One of my favorite things about this class was my placement school. It was so exciting to be in a place that openly admitted it was still a work in progress, and it was also exciting to see all the people involved in making that progress. Although I found myself having many ambivalent feelings about the way classrooms were run, or how much I thought students were getting out of them, I still think that the original pedagogical framework the school was built around is a vision worth pursuing. These conflicting feelings sometimes made it hard to talk about my placement in class; even as I heard others describe classrooms where students weren’t as engaged as they could’ve or should’ve been, or talk about the way teachers are not being appreciated enough and are being overworked, I found myself wanting to defend the school regardless because I want so much to believe in the possibility of a place like that existing. I also feel as though everyone who was involved in its making was so invested and put so much of themselves into the process - principal, teachers, students, administrators - that it will continue to grow and move past the challenges that arise. I also would love to see what happens after the new cohort of students comes in, and especially whether the current students decide to come back. I wonder how the current culture will hold up (will it be stronger?) and whether the new cohort will have an easier time adapting to it because the framework will already be there - or will the framework also have changed? Maybe the school will undergo even more restructuring in the summer now that everyone has a year of experiences to inform their decision-making process. I genuinely hope for a good outcome, and I also feel really grateful to have been able to experience the environment there. Despite all its challenges, my placement school taught me a lot of things that I hope to put to use in the future.

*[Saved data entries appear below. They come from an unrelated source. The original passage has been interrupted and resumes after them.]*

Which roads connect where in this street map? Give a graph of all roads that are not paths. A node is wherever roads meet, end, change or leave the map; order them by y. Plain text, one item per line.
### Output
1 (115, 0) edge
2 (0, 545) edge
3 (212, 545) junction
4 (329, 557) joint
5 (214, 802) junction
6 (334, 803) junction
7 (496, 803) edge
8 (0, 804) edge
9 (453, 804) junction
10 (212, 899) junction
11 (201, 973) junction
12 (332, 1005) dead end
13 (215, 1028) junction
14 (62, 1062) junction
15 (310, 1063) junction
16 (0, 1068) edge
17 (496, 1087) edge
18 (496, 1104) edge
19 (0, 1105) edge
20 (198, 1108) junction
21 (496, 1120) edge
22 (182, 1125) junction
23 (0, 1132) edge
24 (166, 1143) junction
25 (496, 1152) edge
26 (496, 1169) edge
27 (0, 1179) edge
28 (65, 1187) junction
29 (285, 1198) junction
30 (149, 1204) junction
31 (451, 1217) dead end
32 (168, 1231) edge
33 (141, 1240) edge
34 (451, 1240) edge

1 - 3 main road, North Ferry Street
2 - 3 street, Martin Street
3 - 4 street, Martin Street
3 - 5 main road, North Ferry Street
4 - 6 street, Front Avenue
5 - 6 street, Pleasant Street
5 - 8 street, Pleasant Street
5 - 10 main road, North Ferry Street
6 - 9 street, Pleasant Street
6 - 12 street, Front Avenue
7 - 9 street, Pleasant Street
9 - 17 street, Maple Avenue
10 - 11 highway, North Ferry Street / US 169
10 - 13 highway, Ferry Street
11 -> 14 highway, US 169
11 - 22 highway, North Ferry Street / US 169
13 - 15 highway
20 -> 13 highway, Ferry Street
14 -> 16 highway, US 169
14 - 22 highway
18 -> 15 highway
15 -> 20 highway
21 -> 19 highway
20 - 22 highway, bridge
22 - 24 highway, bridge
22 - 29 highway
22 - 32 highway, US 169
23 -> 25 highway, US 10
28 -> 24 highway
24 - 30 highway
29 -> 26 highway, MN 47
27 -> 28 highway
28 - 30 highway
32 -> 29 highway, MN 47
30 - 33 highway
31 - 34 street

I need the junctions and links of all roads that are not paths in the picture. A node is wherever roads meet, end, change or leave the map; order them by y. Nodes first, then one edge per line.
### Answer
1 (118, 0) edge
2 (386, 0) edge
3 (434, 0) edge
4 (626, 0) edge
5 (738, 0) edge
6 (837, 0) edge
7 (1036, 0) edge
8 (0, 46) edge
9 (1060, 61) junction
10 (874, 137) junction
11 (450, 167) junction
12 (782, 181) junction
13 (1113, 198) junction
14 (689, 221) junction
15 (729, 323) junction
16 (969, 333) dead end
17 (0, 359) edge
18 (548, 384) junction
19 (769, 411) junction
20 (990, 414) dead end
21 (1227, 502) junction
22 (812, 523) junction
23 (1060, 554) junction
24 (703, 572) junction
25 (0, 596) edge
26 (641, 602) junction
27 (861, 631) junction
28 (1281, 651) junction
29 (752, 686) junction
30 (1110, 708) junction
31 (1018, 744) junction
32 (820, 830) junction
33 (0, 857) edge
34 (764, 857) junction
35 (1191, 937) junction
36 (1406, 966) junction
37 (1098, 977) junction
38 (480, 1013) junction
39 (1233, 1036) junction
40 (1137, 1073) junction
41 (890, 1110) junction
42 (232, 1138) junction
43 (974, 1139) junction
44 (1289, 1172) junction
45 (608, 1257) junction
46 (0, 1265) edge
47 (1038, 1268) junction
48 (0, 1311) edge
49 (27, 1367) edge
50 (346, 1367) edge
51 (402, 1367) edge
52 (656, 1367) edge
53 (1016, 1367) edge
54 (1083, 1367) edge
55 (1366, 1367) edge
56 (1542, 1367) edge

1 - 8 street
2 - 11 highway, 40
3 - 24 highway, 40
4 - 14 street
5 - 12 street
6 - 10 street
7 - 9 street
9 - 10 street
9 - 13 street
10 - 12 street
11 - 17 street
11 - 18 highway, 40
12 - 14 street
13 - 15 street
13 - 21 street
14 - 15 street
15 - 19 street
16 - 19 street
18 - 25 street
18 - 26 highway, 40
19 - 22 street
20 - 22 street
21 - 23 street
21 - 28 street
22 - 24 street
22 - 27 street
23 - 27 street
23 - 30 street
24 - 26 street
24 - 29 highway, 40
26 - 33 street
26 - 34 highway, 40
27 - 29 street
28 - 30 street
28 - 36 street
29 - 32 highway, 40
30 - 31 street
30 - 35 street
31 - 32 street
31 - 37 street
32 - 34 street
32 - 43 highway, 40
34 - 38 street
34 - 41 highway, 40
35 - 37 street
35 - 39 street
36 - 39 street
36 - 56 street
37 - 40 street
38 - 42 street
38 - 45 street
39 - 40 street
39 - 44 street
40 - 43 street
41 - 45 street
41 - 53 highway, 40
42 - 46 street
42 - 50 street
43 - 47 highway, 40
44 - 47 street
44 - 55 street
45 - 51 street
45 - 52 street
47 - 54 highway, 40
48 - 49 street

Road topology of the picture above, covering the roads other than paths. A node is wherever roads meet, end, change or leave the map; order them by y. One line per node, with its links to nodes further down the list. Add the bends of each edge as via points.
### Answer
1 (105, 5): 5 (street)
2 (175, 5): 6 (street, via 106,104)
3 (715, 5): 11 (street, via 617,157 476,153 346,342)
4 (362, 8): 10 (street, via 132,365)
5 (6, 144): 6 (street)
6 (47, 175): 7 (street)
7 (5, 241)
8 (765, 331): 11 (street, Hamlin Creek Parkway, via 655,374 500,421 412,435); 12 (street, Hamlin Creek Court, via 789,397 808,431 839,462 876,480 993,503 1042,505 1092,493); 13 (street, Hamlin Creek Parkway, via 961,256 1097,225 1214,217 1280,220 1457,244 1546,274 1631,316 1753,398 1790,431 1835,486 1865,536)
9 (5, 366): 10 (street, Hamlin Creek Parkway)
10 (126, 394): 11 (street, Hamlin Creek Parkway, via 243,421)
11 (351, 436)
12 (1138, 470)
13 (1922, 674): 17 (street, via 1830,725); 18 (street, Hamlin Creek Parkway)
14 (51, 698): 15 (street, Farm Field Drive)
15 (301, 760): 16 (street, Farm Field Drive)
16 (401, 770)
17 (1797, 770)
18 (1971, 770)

Another thing I really appreciated about this class is how strong and opinionated the voices of my peers were, and how there was a lot of pushing back on concepts that allowed me to re-examine previously held beliefs. The barometer activity we used to discuss Teach for America stands out to me particularly (probably also because of personal investment in the topic); there was a continual back-and-forth that allowed me to dig deeper into a topic I thought I had already fully confronted, and allowed me to discover a new way of thinking about it. Although it takes me a while to process things, which sometimes makes it hard to participate in heated classroom discussions, I remember feeling very engaged and energetic in that discussion, and I think I learned a lot from listening to others’ comments in class this semester.
Finally, I am grateful to feel as though I’m coming away with a really holistic, comprehensive, and well-rounded view of urban education/education reform that I can use to inform my own actions and practices. It’s always so important to realize that the educational system is comprised of a host of different variables, and especially important to try to know and understand one’s own place amongst them.